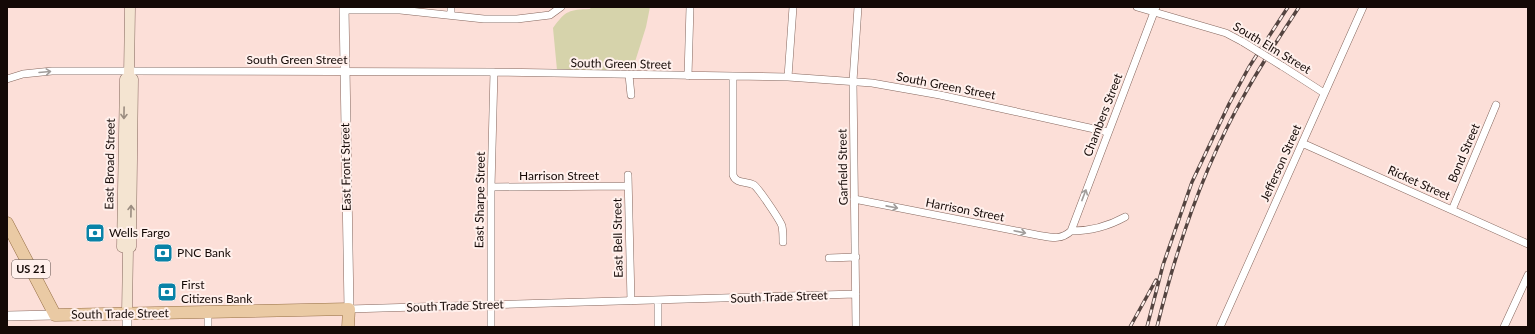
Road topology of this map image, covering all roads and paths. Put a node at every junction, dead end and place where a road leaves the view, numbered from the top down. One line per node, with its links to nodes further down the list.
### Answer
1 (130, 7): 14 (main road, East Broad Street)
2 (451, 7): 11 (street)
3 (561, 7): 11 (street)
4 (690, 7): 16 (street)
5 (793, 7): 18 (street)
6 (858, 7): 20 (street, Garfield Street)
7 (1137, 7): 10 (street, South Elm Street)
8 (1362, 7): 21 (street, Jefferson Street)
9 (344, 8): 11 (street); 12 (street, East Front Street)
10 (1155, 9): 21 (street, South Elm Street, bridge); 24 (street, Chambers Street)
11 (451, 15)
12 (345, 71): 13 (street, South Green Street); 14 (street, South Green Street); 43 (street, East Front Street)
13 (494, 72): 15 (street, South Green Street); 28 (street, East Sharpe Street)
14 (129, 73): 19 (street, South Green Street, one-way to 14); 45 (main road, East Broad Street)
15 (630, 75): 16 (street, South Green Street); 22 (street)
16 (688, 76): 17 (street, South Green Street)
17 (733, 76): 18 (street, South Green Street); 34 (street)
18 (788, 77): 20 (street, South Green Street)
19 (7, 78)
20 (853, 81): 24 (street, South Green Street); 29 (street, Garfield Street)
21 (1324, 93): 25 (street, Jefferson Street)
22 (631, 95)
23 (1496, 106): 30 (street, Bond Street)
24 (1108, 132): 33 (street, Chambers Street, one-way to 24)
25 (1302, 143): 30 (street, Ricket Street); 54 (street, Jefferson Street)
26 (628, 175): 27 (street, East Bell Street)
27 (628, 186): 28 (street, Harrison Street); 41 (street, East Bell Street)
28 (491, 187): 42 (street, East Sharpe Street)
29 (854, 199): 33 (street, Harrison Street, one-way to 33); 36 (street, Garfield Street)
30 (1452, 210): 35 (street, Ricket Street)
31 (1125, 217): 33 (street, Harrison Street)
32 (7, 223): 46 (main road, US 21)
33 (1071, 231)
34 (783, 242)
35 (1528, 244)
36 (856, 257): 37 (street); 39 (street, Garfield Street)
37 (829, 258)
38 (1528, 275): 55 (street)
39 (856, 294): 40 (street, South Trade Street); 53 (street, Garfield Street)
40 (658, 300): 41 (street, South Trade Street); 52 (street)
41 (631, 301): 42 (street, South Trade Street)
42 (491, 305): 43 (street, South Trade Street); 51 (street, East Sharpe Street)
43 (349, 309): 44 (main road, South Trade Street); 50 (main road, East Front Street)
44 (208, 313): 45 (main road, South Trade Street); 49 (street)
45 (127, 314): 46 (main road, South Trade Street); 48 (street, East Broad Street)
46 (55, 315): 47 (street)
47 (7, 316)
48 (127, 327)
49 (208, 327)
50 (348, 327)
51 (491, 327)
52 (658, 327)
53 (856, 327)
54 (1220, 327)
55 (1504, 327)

* * *

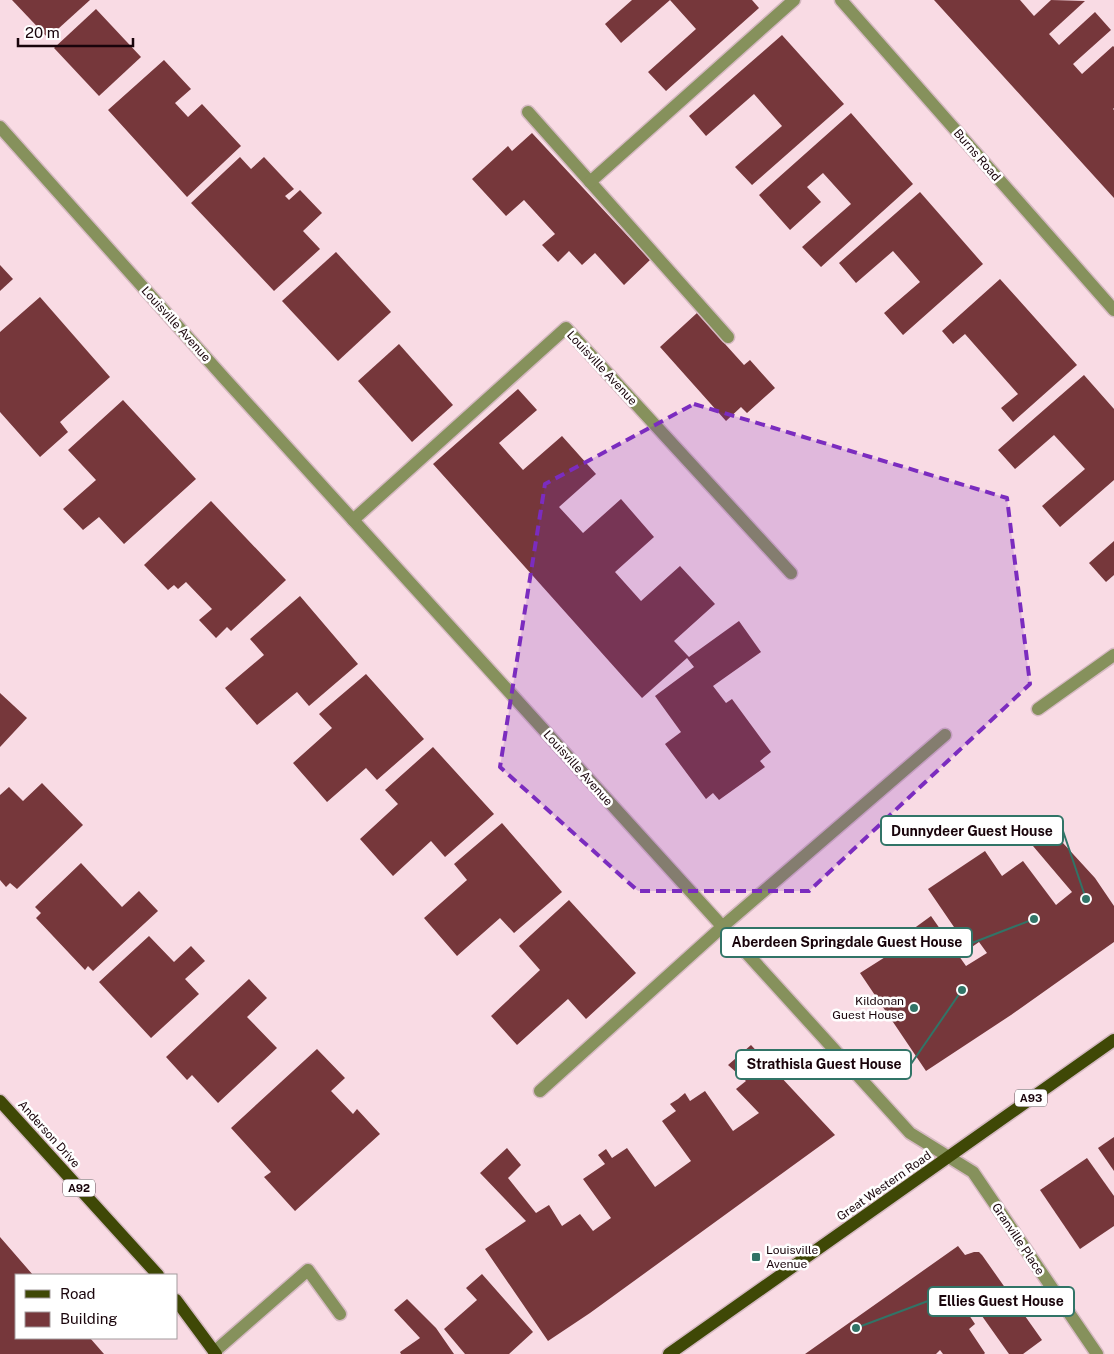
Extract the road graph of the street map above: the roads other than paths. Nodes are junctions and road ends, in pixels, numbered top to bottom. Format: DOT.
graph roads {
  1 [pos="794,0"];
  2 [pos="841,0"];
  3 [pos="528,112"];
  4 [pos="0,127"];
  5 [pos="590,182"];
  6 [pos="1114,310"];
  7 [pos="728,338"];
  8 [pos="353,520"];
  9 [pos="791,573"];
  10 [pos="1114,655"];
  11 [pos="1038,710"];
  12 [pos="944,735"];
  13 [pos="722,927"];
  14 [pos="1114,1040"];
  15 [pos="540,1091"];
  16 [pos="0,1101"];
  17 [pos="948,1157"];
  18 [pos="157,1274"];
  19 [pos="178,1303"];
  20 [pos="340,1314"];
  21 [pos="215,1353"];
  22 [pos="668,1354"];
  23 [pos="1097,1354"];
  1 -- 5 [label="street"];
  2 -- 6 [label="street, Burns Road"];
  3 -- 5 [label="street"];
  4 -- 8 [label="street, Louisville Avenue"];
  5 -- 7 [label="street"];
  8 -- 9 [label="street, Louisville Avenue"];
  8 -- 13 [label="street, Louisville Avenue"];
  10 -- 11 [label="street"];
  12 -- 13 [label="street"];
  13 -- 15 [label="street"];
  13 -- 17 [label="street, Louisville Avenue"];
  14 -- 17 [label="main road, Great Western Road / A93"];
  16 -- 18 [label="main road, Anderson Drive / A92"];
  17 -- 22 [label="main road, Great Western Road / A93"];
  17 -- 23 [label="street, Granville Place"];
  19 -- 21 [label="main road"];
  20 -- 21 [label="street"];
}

▶ [WHAT THE EXERCISE ASKS]
Return the number of lines in the records holding the string "roads", without any other words.

▶ [REPLY]
3